Personal information
- Full name: Stephen Carter
- Born: 5 February 1974 (age 52)
- Original team: Port Adelaide (SANFL)
- Draft: Zone Selection, 1996 AFL draft
- Height: 186 cm (6 ft 1 in)
- Weight: 89 kg (196 lb)

Playing career^{1}
- Years: Club / Games (Goals)
- 1991–2003: Port Adelaide (SANFL) / 172 (43)
- 1997: Port Adelaide (AFL) / 10 (0)
- ^{1} Playing statistics correct to the end of 1997.

Career highlights
- 5x Port Adelaide SANFL premiership player (1994, 1995, 1996, 1998, 1999); Inaugural side for Port Adelaide's first game in the AFL.;

= Stephen Carter (footballer) =

Australian rules footballer

Stephen Carter (born 5 February 1974) is a former Australian rules footballer who played with Port Adelaide in the Australian Football League (AFL).

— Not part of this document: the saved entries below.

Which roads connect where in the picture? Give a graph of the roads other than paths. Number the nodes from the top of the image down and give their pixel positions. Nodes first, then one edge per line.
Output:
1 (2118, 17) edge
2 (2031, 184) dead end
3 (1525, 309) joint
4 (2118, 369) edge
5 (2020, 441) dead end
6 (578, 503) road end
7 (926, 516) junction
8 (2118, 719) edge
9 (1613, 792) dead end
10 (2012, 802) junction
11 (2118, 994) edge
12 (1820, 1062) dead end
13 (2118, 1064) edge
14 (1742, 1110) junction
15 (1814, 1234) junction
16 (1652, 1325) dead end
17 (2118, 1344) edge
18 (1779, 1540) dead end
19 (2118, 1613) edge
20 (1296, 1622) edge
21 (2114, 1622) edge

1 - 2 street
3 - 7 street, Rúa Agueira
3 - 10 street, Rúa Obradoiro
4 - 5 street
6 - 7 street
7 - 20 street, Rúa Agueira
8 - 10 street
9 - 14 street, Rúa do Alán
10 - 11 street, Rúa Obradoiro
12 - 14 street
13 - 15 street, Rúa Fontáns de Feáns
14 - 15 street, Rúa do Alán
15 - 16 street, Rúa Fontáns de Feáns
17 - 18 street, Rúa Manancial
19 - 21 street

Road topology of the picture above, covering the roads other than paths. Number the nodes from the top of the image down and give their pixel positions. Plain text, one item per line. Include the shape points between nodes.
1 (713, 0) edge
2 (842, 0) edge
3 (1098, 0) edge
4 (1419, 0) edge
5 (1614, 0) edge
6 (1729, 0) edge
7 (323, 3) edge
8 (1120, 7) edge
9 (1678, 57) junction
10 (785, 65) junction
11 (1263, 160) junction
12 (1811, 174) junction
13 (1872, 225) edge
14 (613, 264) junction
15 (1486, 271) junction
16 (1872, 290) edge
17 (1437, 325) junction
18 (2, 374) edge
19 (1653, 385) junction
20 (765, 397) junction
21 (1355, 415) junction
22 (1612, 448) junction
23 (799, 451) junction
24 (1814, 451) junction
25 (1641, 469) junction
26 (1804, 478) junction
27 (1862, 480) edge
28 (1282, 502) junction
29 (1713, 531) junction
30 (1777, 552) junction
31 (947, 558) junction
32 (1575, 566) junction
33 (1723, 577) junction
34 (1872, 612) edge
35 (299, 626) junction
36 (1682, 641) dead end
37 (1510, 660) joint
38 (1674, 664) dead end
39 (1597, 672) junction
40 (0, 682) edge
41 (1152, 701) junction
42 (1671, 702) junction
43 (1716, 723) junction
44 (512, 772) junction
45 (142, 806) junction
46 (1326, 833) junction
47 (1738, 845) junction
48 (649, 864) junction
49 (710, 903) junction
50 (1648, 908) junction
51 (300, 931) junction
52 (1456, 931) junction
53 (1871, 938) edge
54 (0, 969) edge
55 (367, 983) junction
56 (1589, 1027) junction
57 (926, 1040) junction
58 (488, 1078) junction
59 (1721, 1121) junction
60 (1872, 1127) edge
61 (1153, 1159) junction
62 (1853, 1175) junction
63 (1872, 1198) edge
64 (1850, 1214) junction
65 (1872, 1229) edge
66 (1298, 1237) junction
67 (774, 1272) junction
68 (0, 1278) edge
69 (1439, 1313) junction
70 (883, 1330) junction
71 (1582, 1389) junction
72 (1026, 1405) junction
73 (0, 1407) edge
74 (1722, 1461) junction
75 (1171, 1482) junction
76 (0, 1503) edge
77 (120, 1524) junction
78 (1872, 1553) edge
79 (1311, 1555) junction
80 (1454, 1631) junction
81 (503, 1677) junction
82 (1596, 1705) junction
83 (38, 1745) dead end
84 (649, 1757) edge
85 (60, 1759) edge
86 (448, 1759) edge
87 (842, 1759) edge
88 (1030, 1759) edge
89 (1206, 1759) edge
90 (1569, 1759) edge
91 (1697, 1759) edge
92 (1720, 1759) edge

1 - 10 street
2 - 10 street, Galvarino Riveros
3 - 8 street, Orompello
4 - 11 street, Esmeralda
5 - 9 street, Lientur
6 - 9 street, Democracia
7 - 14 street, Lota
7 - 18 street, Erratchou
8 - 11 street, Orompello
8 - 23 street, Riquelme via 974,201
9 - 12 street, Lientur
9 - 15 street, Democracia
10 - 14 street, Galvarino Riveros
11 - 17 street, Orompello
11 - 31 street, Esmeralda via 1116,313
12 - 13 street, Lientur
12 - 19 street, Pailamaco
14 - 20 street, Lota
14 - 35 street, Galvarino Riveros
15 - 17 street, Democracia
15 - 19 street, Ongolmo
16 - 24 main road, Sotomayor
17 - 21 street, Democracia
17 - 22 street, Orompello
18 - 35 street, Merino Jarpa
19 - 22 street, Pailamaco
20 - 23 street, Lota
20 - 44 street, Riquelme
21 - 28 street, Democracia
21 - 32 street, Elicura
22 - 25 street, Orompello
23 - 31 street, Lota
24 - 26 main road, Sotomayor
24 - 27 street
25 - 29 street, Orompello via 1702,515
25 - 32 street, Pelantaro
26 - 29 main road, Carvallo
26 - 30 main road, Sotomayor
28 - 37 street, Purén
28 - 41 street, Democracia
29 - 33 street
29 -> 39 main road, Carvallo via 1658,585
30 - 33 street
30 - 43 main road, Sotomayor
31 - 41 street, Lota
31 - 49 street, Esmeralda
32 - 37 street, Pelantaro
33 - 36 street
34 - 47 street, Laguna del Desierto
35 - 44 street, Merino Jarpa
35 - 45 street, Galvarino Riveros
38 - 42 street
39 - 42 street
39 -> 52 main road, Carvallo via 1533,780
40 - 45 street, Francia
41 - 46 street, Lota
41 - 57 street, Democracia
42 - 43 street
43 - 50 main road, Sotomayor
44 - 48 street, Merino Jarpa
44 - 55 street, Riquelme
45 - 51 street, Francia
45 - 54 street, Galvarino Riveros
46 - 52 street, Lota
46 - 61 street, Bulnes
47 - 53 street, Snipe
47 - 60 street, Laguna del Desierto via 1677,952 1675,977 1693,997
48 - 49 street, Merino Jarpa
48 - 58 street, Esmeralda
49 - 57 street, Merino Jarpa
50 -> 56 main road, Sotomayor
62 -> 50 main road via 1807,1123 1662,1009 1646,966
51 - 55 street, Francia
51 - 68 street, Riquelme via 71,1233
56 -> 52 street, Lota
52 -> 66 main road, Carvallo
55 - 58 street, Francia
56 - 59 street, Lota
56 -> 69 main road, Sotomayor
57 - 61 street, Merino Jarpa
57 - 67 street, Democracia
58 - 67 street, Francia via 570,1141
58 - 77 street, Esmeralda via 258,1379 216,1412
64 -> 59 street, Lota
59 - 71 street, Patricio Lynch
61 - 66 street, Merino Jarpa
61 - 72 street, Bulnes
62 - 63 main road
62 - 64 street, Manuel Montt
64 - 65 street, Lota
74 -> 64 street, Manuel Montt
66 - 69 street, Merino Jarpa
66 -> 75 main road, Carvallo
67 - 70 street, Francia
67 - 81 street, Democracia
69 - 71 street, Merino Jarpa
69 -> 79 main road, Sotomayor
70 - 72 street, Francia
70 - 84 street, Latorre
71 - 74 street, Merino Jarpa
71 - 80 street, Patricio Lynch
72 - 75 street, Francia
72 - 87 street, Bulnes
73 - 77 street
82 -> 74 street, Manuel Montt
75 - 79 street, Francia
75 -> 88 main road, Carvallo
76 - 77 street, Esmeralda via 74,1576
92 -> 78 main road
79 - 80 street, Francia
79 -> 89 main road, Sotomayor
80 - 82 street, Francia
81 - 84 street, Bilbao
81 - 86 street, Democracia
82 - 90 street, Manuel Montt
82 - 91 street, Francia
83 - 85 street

In the 1994 AFL draft, Carter was selected by Essendon with pick 39, but he decided to remain in South Australia and wait for Port Adelaide's entry to the league in 1997. He already played for Port Adelaide in the South Australian National Football League (SANFL) and was a zone selection for the AFL club.

Carter made 10 appearances for Port Adelaide in the 1997 AFL season, including their first ever game, against Collingwood at the MCG, but was delisted at the end of the year.

A half back flanker, he was a member of five Port Adelaide premiership teams in the SANFL during the 1990s.

1996 Port Adelaide guernsey on display in the State Library of South Australia featuring signatures from Stephen Carter, John Cahill and Tim Ginever.